Вечером после ужина Брюс поднялся к себе, намереваясь, по его словам, поглубже закопаться в те старые книги. Я вышел на крыльцо, выкурить трубочку. Мне вообще больше нравится курить на свежем воздухе и по ночам – это помогает думать, а подумать мне сейчас отнюдь не мешало. В голове у меня была каша, но я все равно пытался решить для себя, во что из всех этих «древних сказок» я осмеливался, а во что откровенно боялся верить. Единственное, что мне было ясно абсолютно четко, это что Векра мне нравится все меньше и меньше. Если Брюс утром откажется уезжать, я заберу машину, и поминай как звали.

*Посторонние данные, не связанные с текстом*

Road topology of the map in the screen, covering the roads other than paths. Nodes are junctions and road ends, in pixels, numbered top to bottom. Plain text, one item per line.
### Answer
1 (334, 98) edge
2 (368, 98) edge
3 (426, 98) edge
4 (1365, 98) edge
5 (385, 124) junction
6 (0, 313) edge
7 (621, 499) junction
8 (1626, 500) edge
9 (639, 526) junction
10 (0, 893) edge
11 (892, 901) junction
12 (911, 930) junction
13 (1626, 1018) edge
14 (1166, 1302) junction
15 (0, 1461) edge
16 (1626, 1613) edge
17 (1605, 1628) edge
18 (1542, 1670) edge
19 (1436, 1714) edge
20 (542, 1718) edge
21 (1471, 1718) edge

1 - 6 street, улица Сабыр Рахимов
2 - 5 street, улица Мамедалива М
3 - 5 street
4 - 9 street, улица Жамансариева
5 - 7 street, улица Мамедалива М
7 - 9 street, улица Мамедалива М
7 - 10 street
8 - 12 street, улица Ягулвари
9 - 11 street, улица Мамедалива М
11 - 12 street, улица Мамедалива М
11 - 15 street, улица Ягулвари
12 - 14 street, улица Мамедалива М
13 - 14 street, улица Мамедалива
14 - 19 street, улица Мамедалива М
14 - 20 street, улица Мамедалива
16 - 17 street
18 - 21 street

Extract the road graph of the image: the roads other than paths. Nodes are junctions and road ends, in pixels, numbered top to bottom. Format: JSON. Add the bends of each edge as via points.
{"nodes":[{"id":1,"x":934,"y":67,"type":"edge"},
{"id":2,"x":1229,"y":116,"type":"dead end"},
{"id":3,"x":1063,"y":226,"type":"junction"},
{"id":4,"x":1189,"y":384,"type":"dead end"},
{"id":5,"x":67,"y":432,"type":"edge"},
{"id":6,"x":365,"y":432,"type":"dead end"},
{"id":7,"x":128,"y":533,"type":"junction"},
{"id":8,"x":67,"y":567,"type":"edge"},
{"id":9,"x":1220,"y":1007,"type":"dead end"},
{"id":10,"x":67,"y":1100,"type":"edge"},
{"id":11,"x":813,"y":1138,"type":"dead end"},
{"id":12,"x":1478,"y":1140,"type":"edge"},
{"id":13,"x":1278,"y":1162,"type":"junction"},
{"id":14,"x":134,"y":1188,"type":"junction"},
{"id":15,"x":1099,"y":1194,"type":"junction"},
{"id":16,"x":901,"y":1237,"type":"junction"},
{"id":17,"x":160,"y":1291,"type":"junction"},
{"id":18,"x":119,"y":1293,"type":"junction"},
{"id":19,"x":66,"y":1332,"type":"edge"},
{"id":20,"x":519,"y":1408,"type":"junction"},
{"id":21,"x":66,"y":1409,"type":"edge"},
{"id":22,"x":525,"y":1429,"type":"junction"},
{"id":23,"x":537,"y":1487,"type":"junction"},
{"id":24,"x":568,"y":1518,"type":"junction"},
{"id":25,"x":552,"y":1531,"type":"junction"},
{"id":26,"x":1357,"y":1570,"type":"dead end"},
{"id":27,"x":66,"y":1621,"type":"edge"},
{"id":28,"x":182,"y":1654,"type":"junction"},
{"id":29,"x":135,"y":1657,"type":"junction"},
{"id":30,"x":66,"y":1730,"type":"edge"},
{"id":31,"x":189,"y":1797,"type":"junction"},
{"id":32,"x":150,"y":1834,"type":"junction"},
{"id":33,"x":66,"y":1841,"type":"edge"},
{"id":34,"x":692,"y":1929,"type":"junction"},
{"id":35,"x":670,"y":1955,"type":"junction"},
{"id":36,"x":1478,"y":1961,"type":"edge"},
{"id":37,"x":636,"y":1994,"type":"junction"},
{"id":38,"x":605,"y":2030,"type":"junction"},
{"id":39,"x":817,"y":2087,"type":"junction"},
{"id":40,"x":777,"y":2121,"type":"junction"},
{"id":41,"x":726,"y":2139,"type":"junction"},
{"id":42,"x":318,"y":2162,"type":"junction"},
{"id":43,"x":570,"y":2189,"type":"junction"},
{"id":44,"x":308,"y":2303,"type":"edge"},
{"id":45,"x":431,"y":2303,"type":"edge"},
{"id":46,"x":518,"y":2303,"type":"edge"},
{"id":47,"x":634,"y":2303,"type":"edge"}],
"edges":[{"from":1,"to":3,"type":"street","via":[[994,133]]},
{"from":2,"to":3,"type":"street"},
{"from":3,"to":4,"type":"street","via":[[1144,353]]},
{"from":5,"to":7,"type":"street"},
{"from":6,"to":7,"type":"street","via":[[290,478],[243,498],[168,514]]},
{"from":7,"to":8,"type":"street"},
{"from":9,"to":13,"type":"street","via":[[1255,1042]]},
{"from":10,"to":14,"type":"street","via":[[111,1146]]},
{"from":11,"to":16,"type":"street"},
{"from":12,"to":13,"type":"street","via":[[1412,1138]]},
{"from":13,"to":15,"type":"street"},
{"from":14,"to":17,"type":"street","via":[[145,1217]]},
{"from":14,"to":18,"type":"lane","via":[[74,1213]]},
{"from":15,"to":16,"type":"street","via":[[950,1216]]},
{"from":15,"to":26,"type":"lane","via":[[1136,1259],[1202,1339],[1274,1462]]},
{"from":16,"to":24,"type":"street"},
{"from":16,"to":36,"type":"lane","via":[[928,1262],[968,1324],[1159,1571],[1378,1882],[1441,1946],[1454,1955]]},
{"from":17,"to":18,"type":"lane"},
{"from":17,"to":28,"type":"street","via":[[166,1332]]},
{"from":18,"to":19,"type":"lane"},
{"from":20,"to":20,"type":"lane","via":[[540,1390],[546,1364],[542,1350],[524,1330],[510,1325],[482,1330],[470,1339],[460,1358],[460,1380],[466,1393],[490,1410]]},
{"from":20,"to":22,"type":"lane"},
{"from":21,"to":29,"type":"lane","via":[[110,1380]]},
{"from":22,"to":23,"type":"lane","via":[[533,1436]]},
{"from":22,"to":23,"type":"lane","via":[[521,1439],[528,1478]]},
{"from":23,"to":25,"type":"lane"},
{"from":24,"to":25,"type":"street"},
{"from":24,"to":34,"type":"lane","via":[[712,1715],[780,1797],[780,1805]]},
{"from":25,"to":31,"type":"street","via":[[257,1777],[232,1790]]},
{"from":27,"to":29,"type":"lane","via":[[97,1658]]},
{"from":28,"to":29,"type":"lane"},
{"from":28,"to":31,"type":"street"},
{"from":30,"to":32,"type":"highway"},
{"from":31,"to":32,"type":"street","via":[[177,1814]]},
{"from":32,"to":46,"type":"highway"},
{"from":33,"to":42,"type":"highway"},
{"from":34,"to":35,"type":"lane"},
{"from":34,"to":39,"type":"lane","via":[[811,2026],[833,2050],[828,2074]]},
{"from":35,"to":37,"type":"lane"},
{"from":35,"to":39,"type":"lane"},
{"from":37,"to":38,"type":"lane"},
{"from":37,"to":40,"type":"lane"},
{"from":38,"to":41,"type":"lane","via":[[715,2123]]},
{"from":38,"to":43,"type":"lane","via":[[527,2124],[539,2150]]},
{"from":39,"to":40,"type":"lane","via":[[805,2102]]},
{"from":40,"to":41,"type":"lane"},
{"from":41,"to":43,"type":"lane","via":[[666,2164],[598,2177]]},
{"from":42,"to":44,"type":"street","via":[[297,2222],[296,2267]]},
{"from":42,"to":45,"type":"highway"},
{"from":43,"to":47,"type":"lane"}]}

Обнаружив, что табак у меня почти весь вышел, я двинулся к лавке Лайла Уилсона. Внутри оказалось темно. Я взошел на крыльцо и уже собирался было толкнуть дверь – вдруг он еще не закрылся – но подумал, что хозяин может быть уже в постели, и надо бы, по идее, подождать до утра. Сбежав по ступенькам, я уже почти вышел на дорогу, как вдруг дверь позади отворилась. Я обернулся и раскрыл рот, чтобы окликнуть старого Уилсона… но что-то меня остановило – возможно, интуиция, а возможно, Лайлово поведение.
Я видел его совсем смутно, а он меня не видел вовсе, но то, как аккуратно он прикрыл дверь и прокрался через скрипучее крыльцо, пробудило во мне любопытство. Он исчез за углом лавки. Я украдкой последовал за ним.
Он отворил калитку на задах своего участка, пересек поле и через низенькую ограду перебрался на следующее. Я держался на безопасном расстоянии, стараясь только не потерять его из виду. Он вроде бы что-то нес под мышкой – что, разглядеть было невозможно, но, кажется, толстую книгу. Ага, явно дневник, к которому они с Брюсом оба так прикипели.
Вскоре стало ясно, что направляется он к оврагу. Дорогу Уилсон определенно знал, так как направление держал уверенно и явно понимал, куда идет. В какой-то момент я потерял его во тьме, кинулся вперед, налетел на какие-то низко свисающие ветки и расцарапал себе лицо. Когда я добрался, наконец, до оврага, Уилсон уже исчез из виду, но я слышал в темноте, как он карабкается вниз по какой-то близлежащей тропинке. Несколько минут я потратил на поиски, но, в конце концов, нашел ее и стал спускаться. Ну, спускаться – это очень цивилизованно сказано; скорее уж я скользил, катился и кувыркался по крутому склону почти в полном мраке и прибыл на дно, пролетев последние футов пять головой вперед. Я встал и кое-как отряхнул одежду. Лайла Уилсона к тому времени уже нигде не было видно – и слышно тоже. До меня не доносилось ни звука, я даже не мог определить, в каком направлении он пошел. И да, если ночь до сих пор казалась мне темной, то на дне этого оврага царила поистине стигийская тьма. Рассерженный и растерянный, я попробовал было влезть по тропинке назад, но не смог. Какое-то время я так и стоял там, на дне, потирая свои синяки и проклиная себя за идиотизм. Потом вспомнил, что овраг дальше становится мельче и где-то через четверть мили выходит прямо к границе кладбища – остается только ковылять в том направлении. Никуда, в конце концов, этот Уилсон от меня не убежит – может, я еще по дороге на него наткнусь.